__EXERCISE DESCRIPTION__
When copying the listing below, skip every picture and repeat exactly the lines from the first one through the line that contains "pinky mcp: (1300, 713)".

__INFORMATION SUPPLIED__

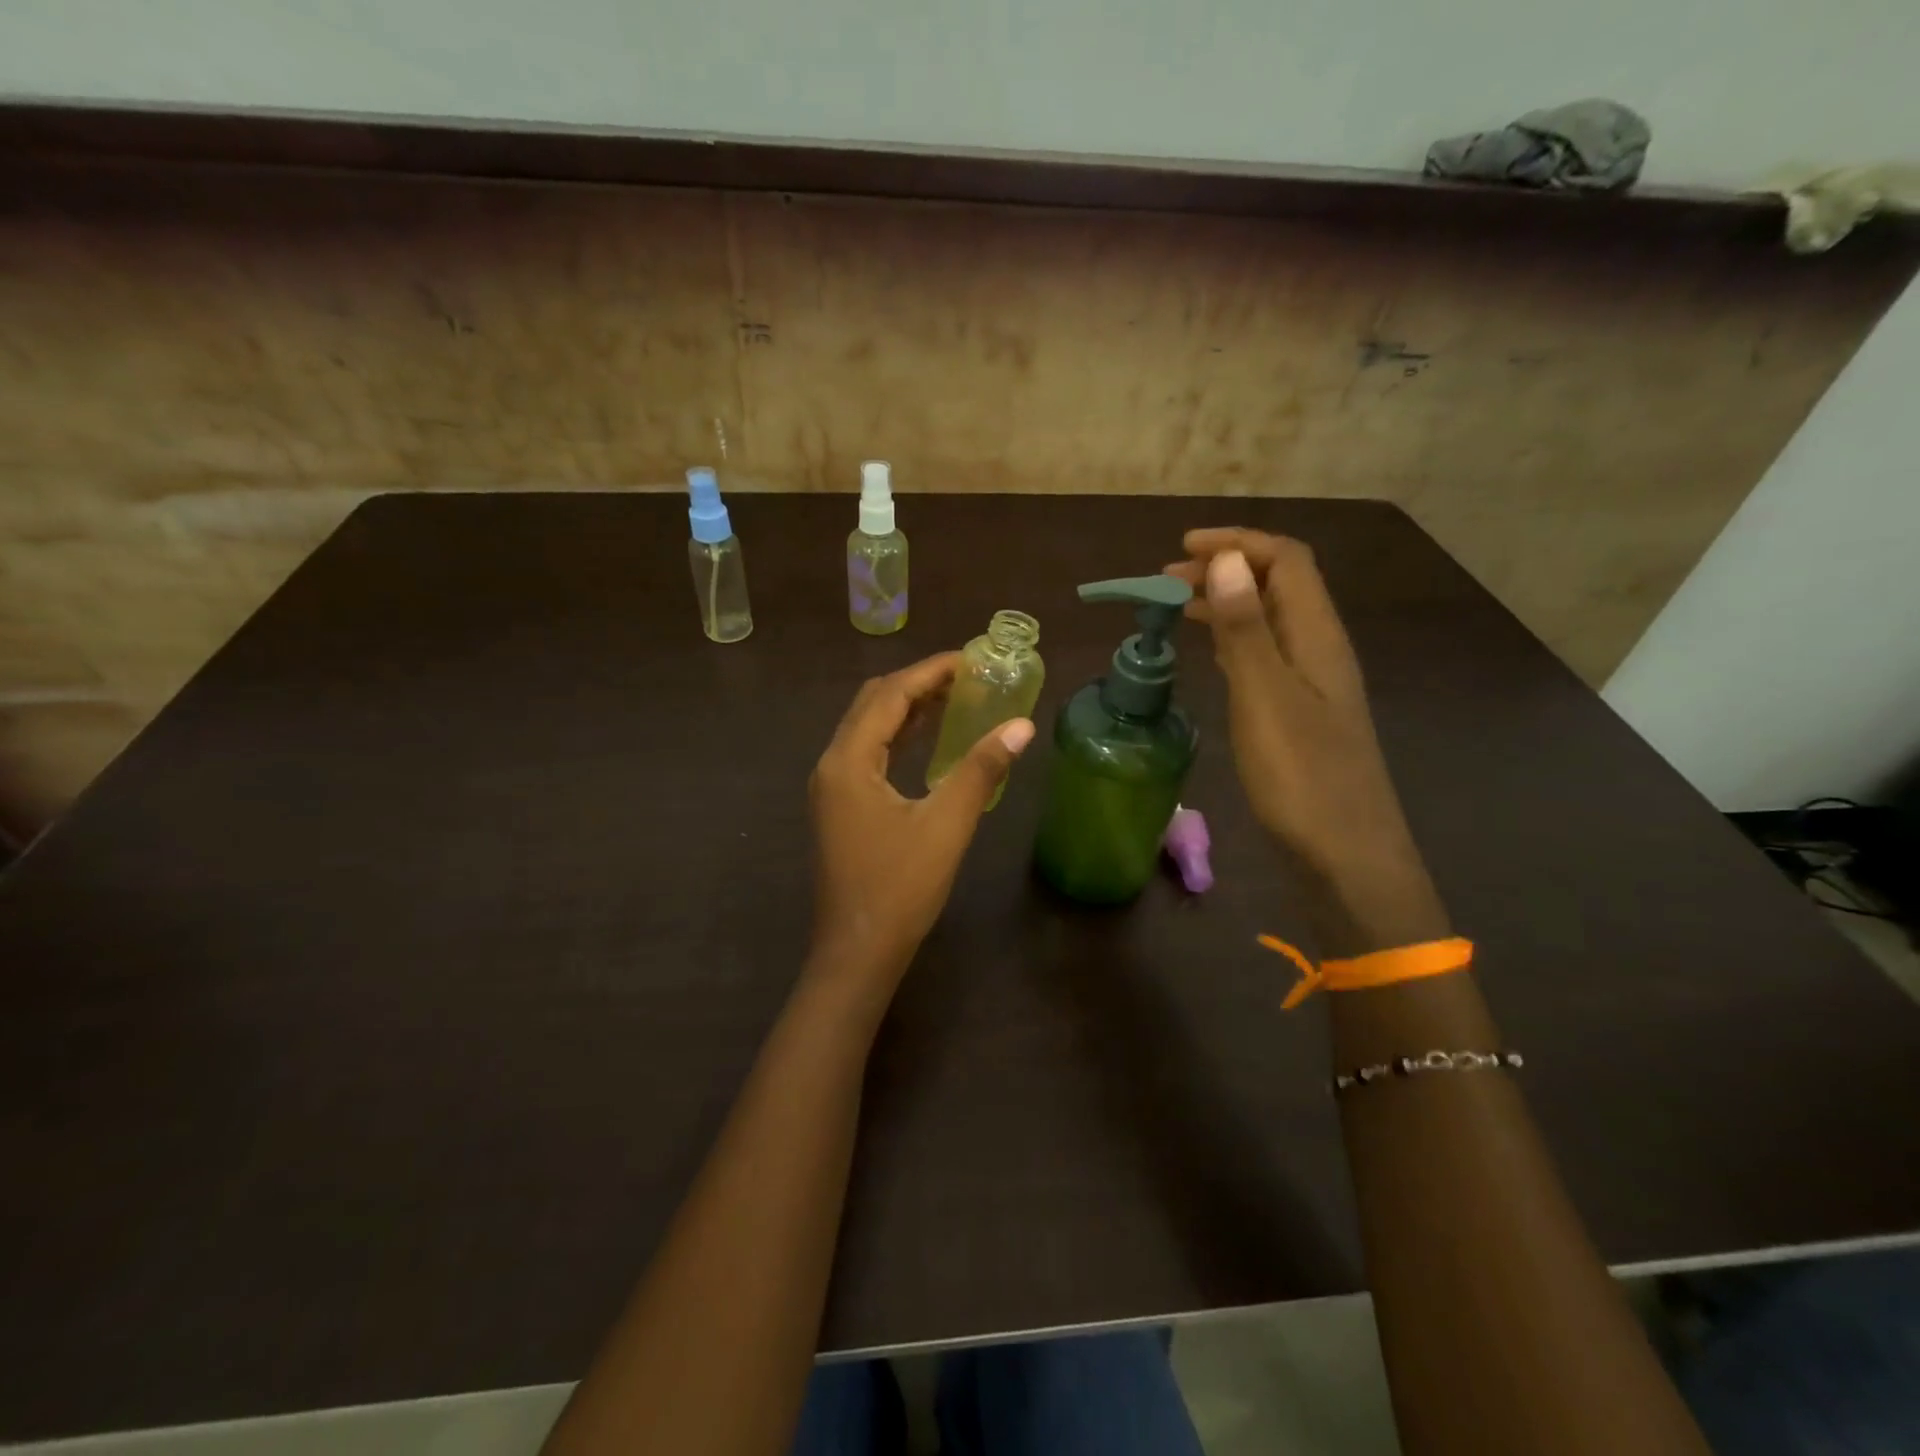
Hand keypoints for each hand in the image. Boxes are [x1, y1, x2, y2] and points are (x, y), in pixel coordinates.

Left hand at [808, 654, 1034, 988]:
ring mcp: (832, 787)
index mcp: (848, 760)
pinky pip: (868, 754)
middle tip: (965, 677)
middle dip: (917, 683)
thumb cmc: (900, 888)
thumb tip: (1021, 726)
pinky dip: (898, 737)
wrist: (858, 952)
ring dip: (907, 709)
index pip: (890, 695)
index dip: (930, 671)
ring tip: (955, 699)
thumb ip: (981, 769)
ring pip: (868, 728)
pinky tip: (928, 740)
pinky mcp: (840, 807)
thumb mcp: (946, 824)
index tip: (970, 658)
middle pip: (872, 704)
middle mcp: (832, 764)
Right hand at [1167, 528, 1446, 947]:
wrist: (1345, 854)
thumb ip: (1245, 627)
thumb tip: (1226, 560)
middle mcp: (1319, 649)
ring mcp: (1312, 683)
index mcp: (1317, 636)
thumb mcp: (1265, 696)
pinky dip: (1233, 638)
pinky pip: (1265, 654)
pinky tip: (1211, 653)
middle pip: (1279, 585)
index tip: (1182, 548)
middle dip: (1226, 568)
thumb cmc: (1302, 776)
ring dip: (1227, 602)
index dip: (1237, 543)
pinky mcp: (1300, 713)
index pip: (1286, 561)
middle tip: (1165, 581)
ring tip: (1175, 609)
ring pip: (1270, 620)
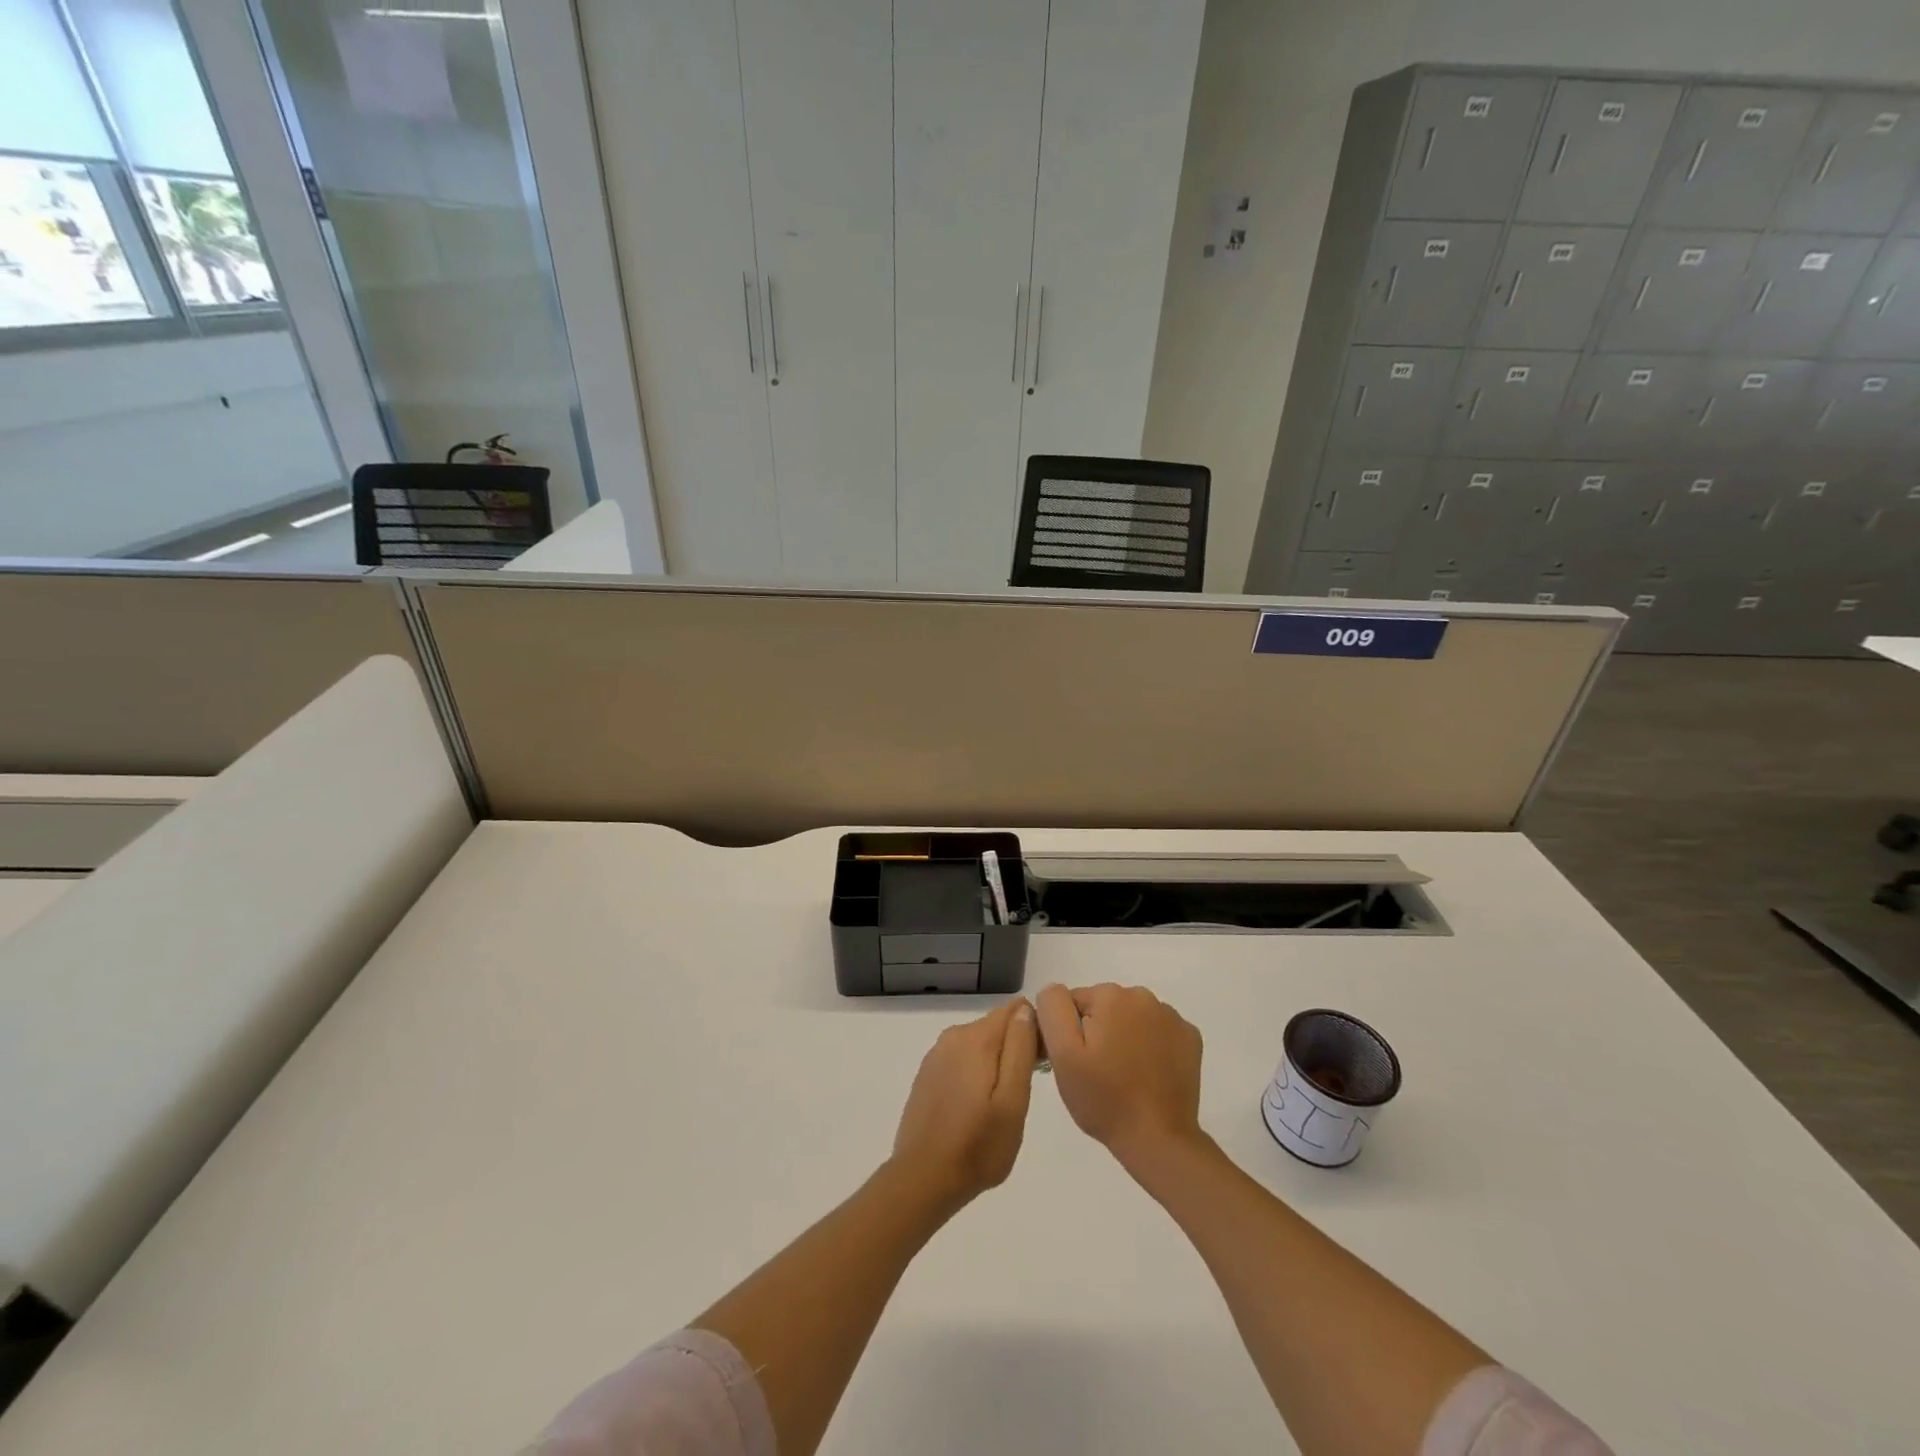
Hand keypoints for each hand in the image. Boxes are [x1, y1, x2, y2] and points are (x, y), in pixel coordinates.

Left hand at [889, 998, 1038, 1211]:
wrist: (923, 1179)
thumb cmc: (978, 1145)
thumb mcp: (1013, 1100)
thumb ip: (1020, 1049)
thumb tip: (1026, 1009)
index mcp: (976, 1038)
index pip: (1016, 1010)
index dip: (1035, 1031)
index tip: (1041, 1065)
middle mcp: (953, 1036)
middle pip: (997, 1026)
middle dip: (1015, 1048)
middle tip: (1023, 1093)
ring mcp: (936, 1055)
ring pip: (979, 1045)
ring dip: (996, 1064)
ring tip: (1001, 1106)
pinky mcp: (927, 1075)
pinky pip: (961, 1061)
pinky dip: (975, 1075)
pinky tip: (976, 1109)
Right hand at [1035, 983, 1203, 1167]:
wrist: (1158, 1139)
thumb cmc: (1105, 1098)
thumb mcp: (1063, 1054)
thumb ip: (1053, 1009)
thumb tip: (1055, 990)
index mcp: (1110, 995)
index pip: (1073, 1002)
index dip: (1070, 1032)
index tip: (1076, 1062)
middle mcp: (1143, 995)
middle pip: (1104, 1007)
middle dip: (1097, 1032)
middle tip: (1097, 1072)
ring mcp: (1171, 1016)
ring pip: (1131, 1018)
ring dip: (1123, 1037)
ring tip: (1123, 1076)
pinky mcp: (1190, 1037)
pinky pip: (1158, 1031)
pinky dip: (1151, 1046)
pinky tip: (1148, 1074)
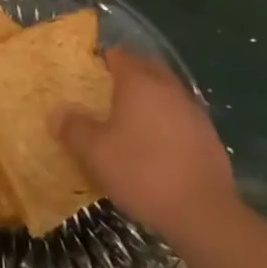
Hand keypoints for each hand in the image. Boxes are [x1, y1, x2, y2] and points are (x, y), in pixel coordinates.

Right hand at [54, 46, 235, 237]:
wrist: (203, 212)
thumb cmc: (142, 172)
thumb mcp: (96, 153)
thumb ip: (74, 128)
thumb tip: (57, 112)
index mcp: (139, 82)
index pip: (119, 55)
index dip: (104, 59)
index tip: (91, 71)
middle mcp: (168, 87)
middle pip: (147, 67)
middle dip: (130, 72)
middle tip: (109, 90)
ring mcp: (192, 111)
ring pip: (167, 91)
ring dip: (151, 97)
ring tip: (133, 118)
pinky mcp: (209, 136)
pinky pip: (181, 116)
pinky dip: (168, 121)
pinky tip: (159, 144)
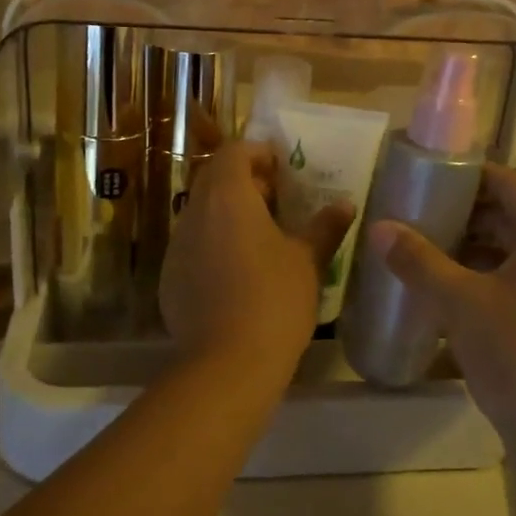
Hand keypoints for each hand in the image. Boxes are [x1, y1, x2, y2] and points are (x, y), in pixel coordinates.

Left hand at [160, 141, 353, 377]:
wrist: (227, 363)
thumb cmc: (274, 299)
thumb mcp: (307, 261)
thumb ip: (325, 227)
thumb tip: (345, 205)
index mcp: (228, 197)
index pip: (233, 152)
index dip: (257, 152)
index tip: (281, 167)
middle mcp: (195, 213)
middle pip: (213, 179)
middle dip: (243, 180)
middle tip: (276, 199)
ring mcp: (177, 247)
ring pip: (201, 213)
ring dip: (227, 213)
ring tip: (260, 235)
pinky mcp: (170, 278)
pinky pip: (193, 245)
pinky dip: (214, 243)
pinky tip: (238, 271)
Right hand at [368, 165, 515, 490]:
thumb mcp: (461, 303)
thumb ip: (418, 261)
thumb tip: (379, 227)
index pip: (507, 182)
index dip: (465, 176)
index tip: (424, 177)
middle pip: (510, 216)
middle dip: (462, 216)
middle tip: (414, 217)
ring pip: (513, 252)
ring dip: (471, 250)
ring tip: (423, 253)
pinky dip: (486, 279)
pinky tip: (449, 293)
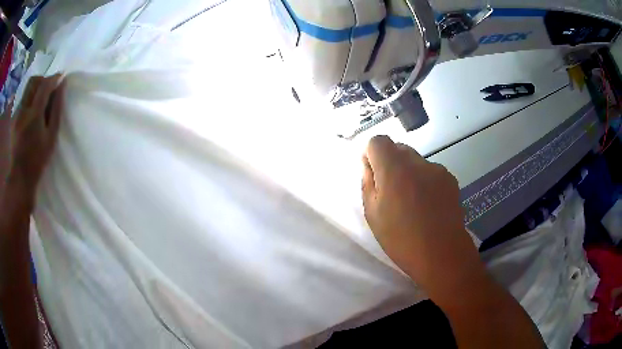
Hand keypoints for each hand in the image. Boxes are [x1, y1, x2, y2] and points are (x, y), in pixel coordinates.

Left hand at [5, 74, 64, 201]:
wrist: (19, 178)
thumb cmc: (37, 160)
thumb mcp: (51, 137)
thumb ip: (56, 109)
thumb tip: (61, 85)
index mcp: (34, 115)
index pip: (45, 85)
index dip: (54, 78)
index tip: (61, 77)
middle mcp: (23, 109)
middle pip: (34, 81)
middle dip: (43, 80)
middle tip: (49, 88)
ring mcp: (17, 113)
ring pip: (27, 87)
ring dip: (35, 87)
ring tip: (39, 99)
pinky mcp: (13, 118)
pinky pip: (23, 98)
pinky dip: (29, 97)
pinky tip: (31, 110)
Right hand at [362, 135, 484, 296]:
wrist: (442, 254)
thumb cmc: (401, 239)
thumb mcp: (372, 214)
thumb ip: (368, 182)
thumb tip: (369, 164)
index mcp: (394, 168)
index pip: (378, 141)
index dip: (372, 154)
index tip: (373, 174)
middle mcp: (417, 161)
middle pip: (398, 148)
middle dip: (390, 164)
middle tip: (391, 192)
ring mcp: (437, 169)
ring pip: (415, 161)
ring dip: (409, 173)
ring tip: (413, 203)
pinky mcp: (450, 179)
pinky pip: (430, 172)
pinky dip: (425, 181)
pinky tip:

__SOLUTION TO THE PROBLEM__
Hand keypoints for each hand in the image. Boxes are [x1, y1, x2, y2] and points are (x, y), in pixel coordinates.

Left hand at [808, 654, 1034, 988]:
ring mcp: (832, 787)
index mcp: (848, 760)
pinky pip: (868, 754)
middle tip: (965, 677)
middle dip: (917, 683)
thumb cmc: (900, 888)
thumb tip: (1021, 726)
pinky dip: (898, 737)
wrist: (858, 952)
ring dip: (907, 709)
index pip: (890, 695)
index dip: (930, 671)
ring tip: (955, 699)
thumb ip: (981, 769)
ring pip: (868, 728)
pinky tip: (928, 740)
pinky mcp: (840, 807)
thumb mcp: (946, 824)
index tip: (970, 658)
middle pip: (872, 704)
middle mcp: (832, 764)
Right hand at [1167, 528, 1446, 947]:
wrist: (1345, 854)
thumb ip: (1245, 627)
thumb tip: (1226, 560)
middle mcp: (1319, 649)
ring mcp: (1312, 683)
index mcp: (1317, 636)
thumb mcp: (1265, 696)
pinky dip: (1233, 638)
pinky pip: (1265, 654)
pinky tip: (1211, 653)
middle pip: (1279, 585)
index tip: (1182, 548)
middle dip: (1226, 568)
thumb cmc: (1302, 776)
ring dip: (1227, 602)
index dip: (1237, 543)
pinky mcp: (1300, 713)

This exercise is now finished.